Stored data entries:
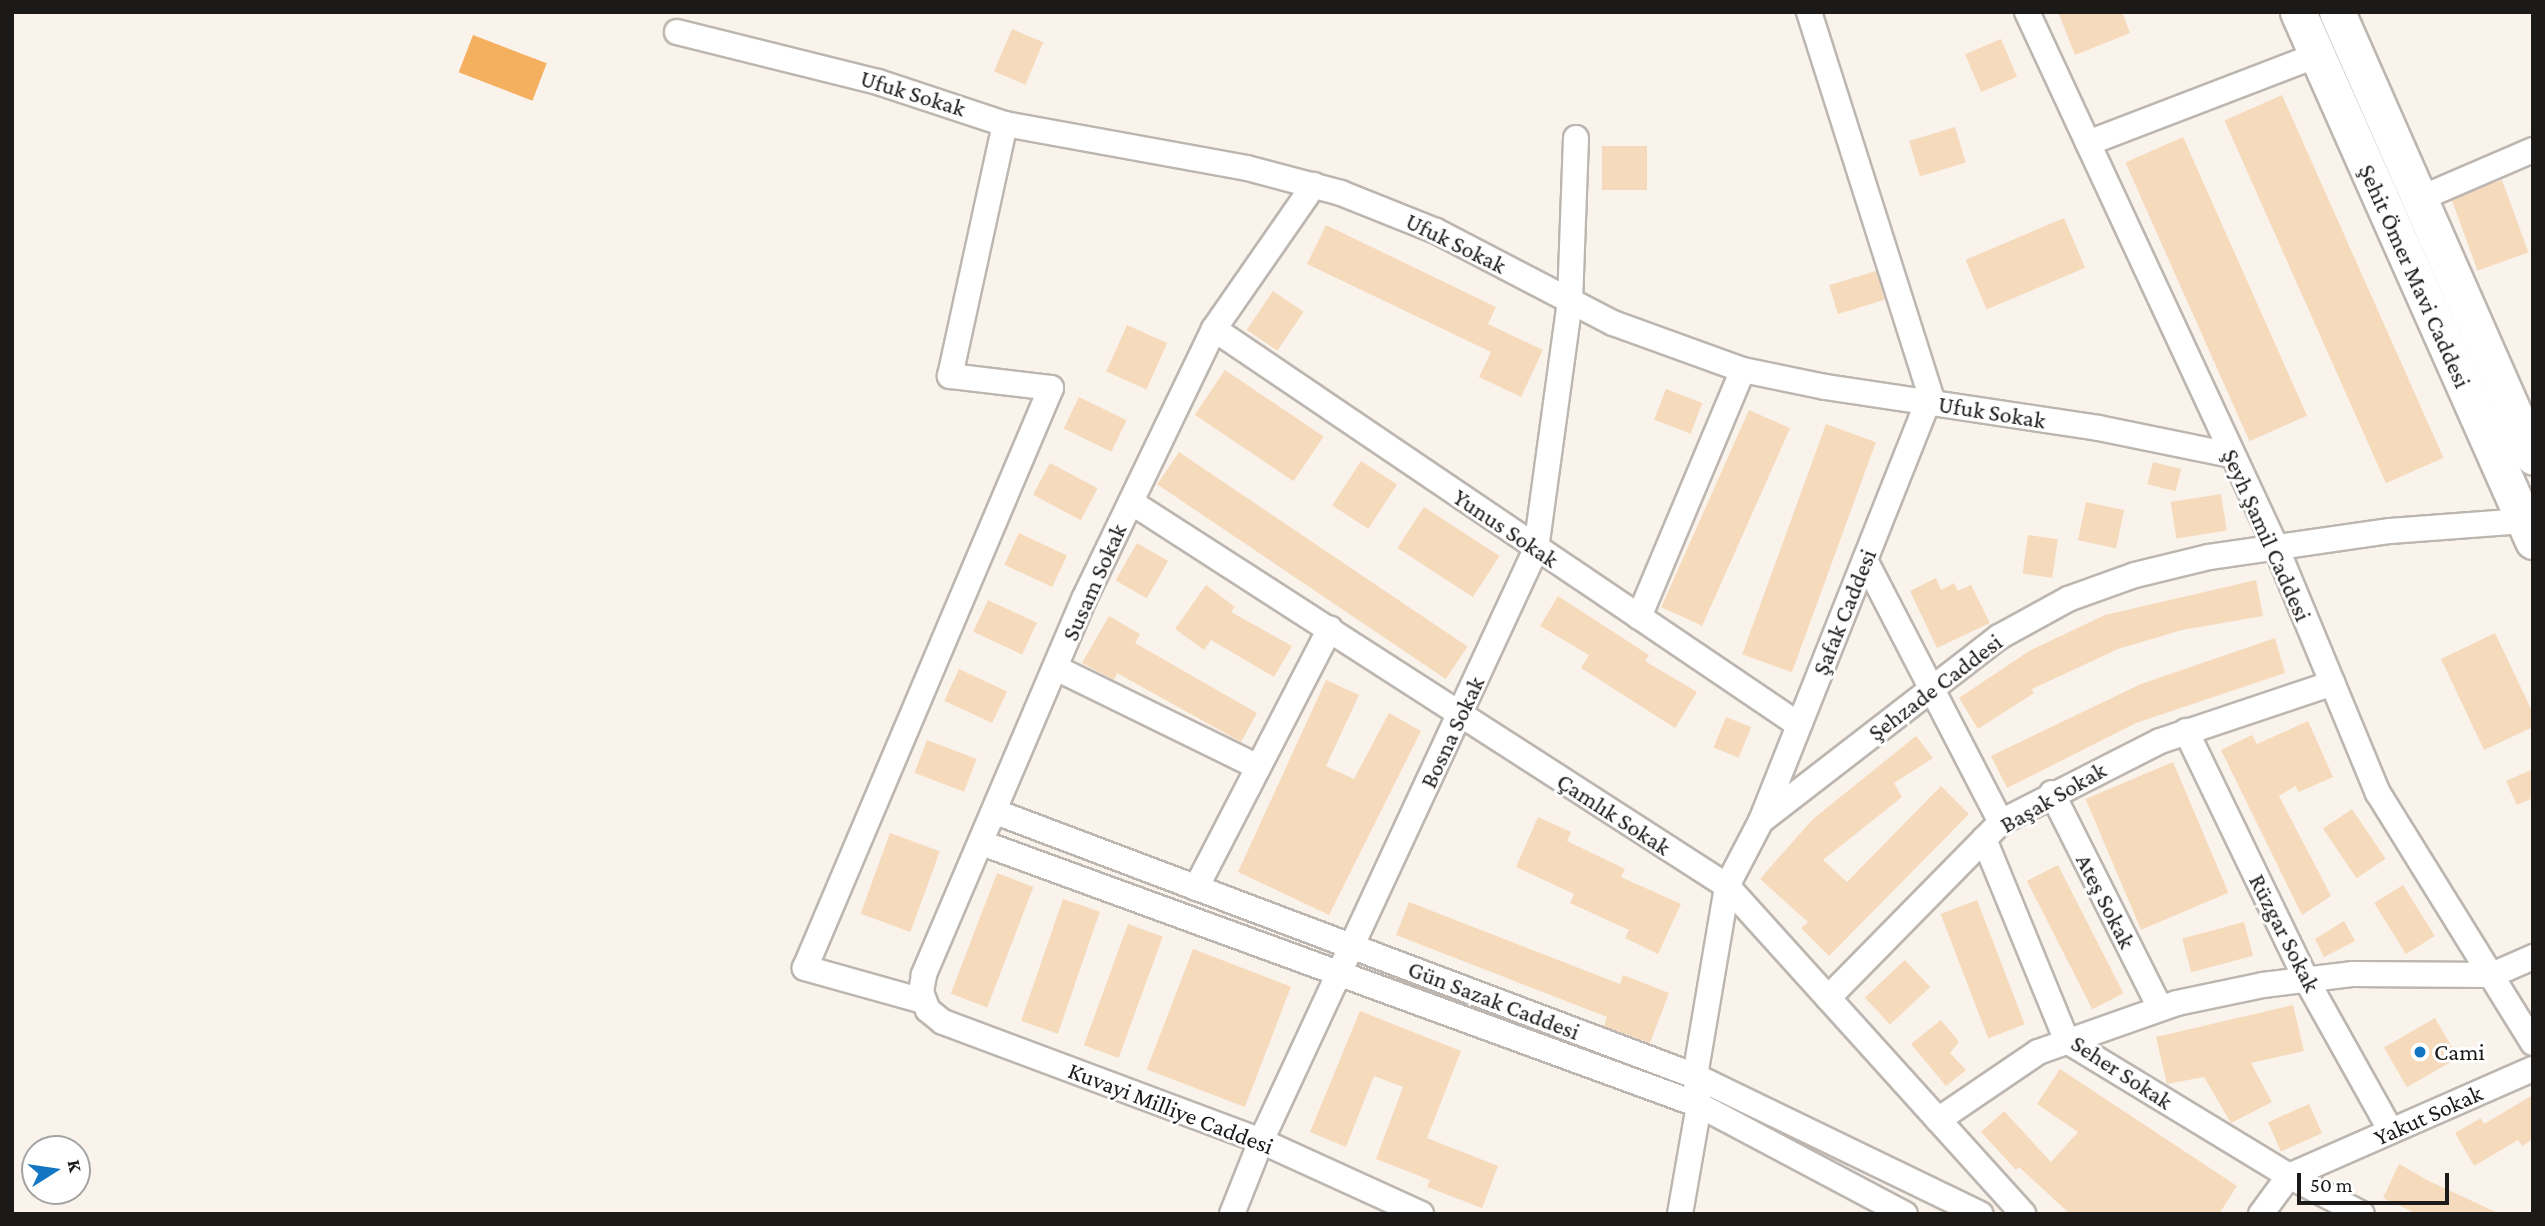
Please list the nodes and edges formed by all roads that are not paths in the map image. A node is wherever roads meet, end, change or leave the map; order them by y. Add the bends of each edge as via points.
1 (1810, 12) edge
2 (2027, 12) edge
3 (2298, 12) edge
4 (2337, 12) edge
5 (677, 32) dead end
6 (2317, 55) junction
7 (1005, 124) junction
8 (1576, 138) dead end
9 (2088, 143) junction
10 (2533, 150) edge
11 (1314, 186) junction
12 (2419, 199) junction
13 (1570, 302) junction
14 (1214, 329) junction
15 (1743, 370) junction
16 (1930, 403) junction
17 (2231, 456) junction
18 (2533, 457) edge
19 (1131, 502) junction
20 (2528, 531) edge
21 (2276, 547) junction
22 (1536, 549) junction
23 (1865, 560) junction
24 (1639, 617) junction
25 (1329, 628) junction
26 (1056, 668) junction
27 (2333, 683) junction
28 (1934, 687) junction
29 (1461, 715) junction
30 (1799, 725) junction
31 (2186, 731) junction
32 (1258, 767) junction
33 (2052, 793) junction
34 (996, 812) junction
35 (1761, 821) junction
36 (1992, 831) junction
37 (982, 844) junction
38 (1727, 886) junction
39 (1196, 888) junction
40 (1350, 946) junction
41 (2533, 957) edge
42 (1338, 974) junction
43 (2492, 975) junction
44 (2306, 979) junction
45 (1828, 998) junction
46 (923, 1001) junction
47 (2160, 1008) junction
48 (2067, 1041) junction
49 (2533, 1043) edge
50 (2533, 1069) edge
51 (1695, 1076) junction
52 (1699, 1105) junction
53 (1938, 1120) junction
54 (2391, 1131) junction
55 (1261, 1140) junction
56 (2289, 1176) junction
57 (1233, 1214) edge
58 (1421, 1214) edge
59 (1680, 1214) edge
60 (1905, 1214) edge
61 (1980, 1214) edge
62 (2023, 1214) edge
63 (2261, 1214) edge
64 (2362, 1214) edge

1 - 16 street
2 - 9 street, Şeyh Şamil Caddesi
3 - 6 main road, Şehit Ömer Mavi Caddesi
4 - 12 main road, Şehit Ömer Mavi Caddesi
5 - 7 street, Ufuk Sokak via 878,82
6 - 9 street
6 - 20 main road, Şehit Ömer Mavi Caddesi
7 - 11 street, Ufuk Sokak via 1247,168
7 - 46 street via 950,376 1051,388 805,968
8 - 13 street, Bosna Sokak
9 - 17 street, Şeyh Şamil Caddesi
10 - 12 street
11 - 13 street, Ufuk Sokak via 1436,231
11 - 14 street, Susam Sokak
12 - 18 main road, Şehit Ömer Mavi Caddesi
13 - 15 street, Ufuk Sokak via 1657,342
13 - 22 street, Bosna Sokak
14 - 19 street, Susam Sokak
14 - 22 street, Yunus Sokak
15 - 16 street, Ufuk Sokak
15 - 24 street
16 - 17 street, Ufuk Sokak via 2098,428
16 - 23 street, Şafak Caddesi
17 - 21 street, Şeyh Şamil Caddesi
19 - 25 street, Çamlık Sokak
19 - 26 street, Susam Sokak
20 - 21 street, Şehzade Caddesi via 2390,531
21 - 27 street, Şeyh Şamil Caddesi
21 - 28 street, Şehzade Caddesi via 2169,566 2068,598 1999,638
22 - 24 street, Yunus Sokak
22 - 29 street, Bosna Sokak
23 - 28 street, Seher Sokak
23 - 30 street, Şafak Caddesi
24 - 30 street, Yunus Sokak
25 - 29 street, Çamlık Sokak
25 - 32 street
26 - 32 street
26 - 34 street, Susam Sokak
27 - 31 street, Başak Sokak
27 - 43 street, Şeyh Şamil Caddesi via 2378,793
28 - 35 street, Şehzade Caddesi
28 - 36 street, Seher Sokak
29 - 38 street, Çamlık Sokak
29 - 40 street, Bosna Sokak
30 - 35 street, Şafak Caddesi
31 - 33 street, Başak Sokak
31 - 44 street, Rüzgar Sokak
32 - 39 street
33 - 36 street, Başak Sokak
33 - 47 street, Ateş Sokak
34 - 37 street, Susam Sokak
34 - 39 street, Gün Sazak Caddesi
35 - 38 street, Şehzade Caddesi
36 - 45 street, Başak Sokak
36 - 48 street, Seher Sokak
37 - 42 street, Gün Sazak Caddesi
37 - 46 street, Susam Sokak via 924,975
38 - 45 street, Çamlık Sokak
38 - 51 street, Şehzade Caddesi
39 - 40 street, Gün Sazak Caddesi
40 - 42 street, Bosna Sokak
40 - 51 street, Gün Sazak Caddesi
41 - 43 street
42 - 52 street, Gün Sazak Caddesi
42 - 55 street, Bosna Sokak
43 - 44 street via 2399,972
43 - 49 street, Şeyh Şamil Caddesi
44 - 47 street
44 - 54 street, Rüzgar Sokak
45 - 53 street, Çamlık Sokak
46 - 55 street, Kuvayi Milliye Caddesi via 943,1022
47 - 48 street
48 - 53 street via 2038,1052
48 - 56 street, Seher Sokak
50 - 54 street, Yakut Sokak
51 - 52 street, Şehzade Caddesi
51 - 61 street, Gün Sazak Caddesi
52 - 59 street, Şehzade Caddesi
52 - 60 street, Gün Sazak Caddesi
53 - 62 street, Çamlık Sokak
54 - 56 street, Yakut Sokak
55 - 57 street, Bosna Sokak
55 - 58 street, Kuvayi Milliye Caddesi
56 - 63 street, Yakut Sokak
56 - 64 street, Seher Sokak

◆ **Activity**
All of the entries above need to be repeated exactly, minus the pictures.

◆ **Solved exercise**
Please list the nodes and edges formed by all roads that are not paths in the map image. A node is wherever roads meet, end, change or leave the map; order them by y. Add the bends of each edge as via points.
1 (1810, 12) edge
2 (2027, 12) edge
3 (2298, 12) edge
4 (2337, 12) edge
5 (677, 32) dead end
6 (2317, 55) junction
7 (1005, 124) junction
8 (1576, 138) dead end
9 (2088, 143) junction
10 (2533, 150) edge
11 (1314, 186) junction
12 (2419, 199) junction
13 (1570, 302) junction
14 (1214, 329) junction
15 (1743, 370) junction
16 (1930, 403) junction
17 (2231, 456) junction
18 (2533, 457) edge
19 (1131, 502) junction
20 (2528, 531) edge
21 (2276, 547) junction
22 (1536, 549) junction
23 (1865, 560) junction
24 (1639, 617) junction
25 (1329, 628) junction
26 (1056, 668) junction
27 (2333, 683) junction
28 (1934, 687) junction
29 (1461, 715) junction
30 (1799, 725) junction
31 (2186, 731) junction
32 (1258, 767) junction
33 (2052, 793) junction
34 (996, 812) junction
35 (1761, 821) junction
36 (1992, 831) junction
37 (982, 844) junction
38 (1727, 886) junction
39 (1196, 888) junction
40 (1350, 946) junction
41 (2533, 957) edge
42 (1338, 974) junction
43 (2492, 975) junction
44 (2306, 979) junction
45 (1828, 998) junction
46 (923, 1001) junction
47 (2160, 1008) junction
48 (2067, 1041) junction
49 (2533, 1043) edge
50 (2533, 1069) edge
51 (1695, 1076) junction
52 (1699, 1105) junction
53 (1938, 1120) junction
54 (2391, 1131) junction
55 (1261, 1140) junction
56 (2289, 1176) junction
57 (1233, 1214) edge
58 (1421, 1214) edge
59 (1680, 1214) edge
60 (1905, 1214) edge
61 (1980, 1214) edge
62 (2023, 1214) edge
63 (2261, 1214) edge
64 (2362, 1214) edge

1 - 16 street
2 - 9 street, Şeyh Şamil Caddesi
3 - 6 main road, Şehit Ömer Mavi Caddesi
4 - 12 main road, Şehit Ömer Mavi Caddesi
5 - 7 street, Ufuk Sokak via 878,82
6 - 9 street
6 - 20 main road, Şehit Ömer Mavi Caddesi
7 - 11 street, Ufuk Sokak via 1247,168
7 - 46 street via 950,376 1051,388 805,968
8 - 13 street, Bosna Sokak
9 - 17 street, Şeyh Şamil Caddesi
10 - 12 street
11 - 13 street, Ufuk Sokak via 1436,231
11 - 14 street, Susam Sokak
12 - 18 main road, Şehit Ömer Mavi Caddesi
13 - 15 street, Ufuk Sokak via 1657,342
13 - 22 street, Bosna Sokak
14 - 19 street, Susam Sokak
14 - 22 street, Yunus Sokak
15 - 16 street, Ufuk Sokak
15 - 24 street
16 - 17 street, Ufuk Sokak via 2098,428
16 - 23 street, Şafak Caddesi
17 - 21 street, Şeyh Şamil Caddesi
19 - 25 street, Çamlık Sokak
19 - 26 street, Susam Sokak
20 - 21 street, Şehzade Caddesi via 2390,531
21 - 27 street, Şeyh Şamil Caddesi
21 - 28 street, Şehzade Caddesi via 2169,566 2068,598 1999,638
22 - 24 street, Yunus Sokak
22 - 29 street, Bosna Sokak
23 - 28 street, Seher Sokak
23 - 30 street, Şafak Caddesi
24 - 30 street, Yunus Sokak
25 - 29 street, Çamlık Sokak
25 - 32 street
26 - 32 street
26 - 34 street, Susam Sokak
27 - 31 street, Başak Sokak
27 - 43 street, Şeyh Şamil Caddesi via 2378,793
28 - 35 street, Şehzade Caddesi
28 - 36 street, Seher Sokak
29 - 38 street, Çamlık Sokak
29 - 40 street, Bosna Sokak
30 - 35 street, Şafak Caddesi
31 - 33 street, Başak Sokak
31 - 44 street, Rüzgar Sokak
32 - 39 street
33 - 36 street, Başak Sokak
33 - 47 street, Ateş Sokak
34 - 37 street, Susam Sokak
34 - 39 street, Gün Sazak Caddesi
35 - 38 street, Şehzade Caddesi
36 - 45 street, Başak Sokak
36 - 48 street, Seher Sokak
37 - 42 street, Gün Sazak Caddesi
37 - 46 street, Susam Sokak via 924,975
38 - 45 street, Çamlık Sokak
38 - 51 street, Şehzade Caddesi
39 - 40 street, Gün Sazak Caddesi
40 - 42 street, Bosna Sokak
40 - 51 street, Gün Sazak Caddesi
41 - 43 street
42 - 52 street, Gün Sazak Caddesi
42 - 55 street, Bosna Sokak
43 - 44 street via 2399,972
43 - 49 street, Şeyh Şamil Caddesi
44 - 47 street
44 - 54 street, Rüzgar Sokak
45 - 53 street, Çamlık Sokak
46 - 55 street, Kuvayi Milliye Caddesi via 943,1022
47 - 48 street
48 - 53 street via 2038,1052
48 - 56 street, Seher Sokak
50 - 54 street, Yakut Sokak
51 - 52 street, Şehzade Caddesi
51 - 61 street, Gün Sazak Caddesi
52 - 59 street, Şehzade Caddesi
52 - 60 street, Gün Sazak Caddesi
53 - 62 street, Çamlık Sokak
54 - 56 street, Yakut Sokak
55 - 57 street, Bosna Sokak
55 - 58 street, Kuvayi Milliye Caddesi
56 - 63 street, Yakut Sokak
56 - 64 street, Seher Sokak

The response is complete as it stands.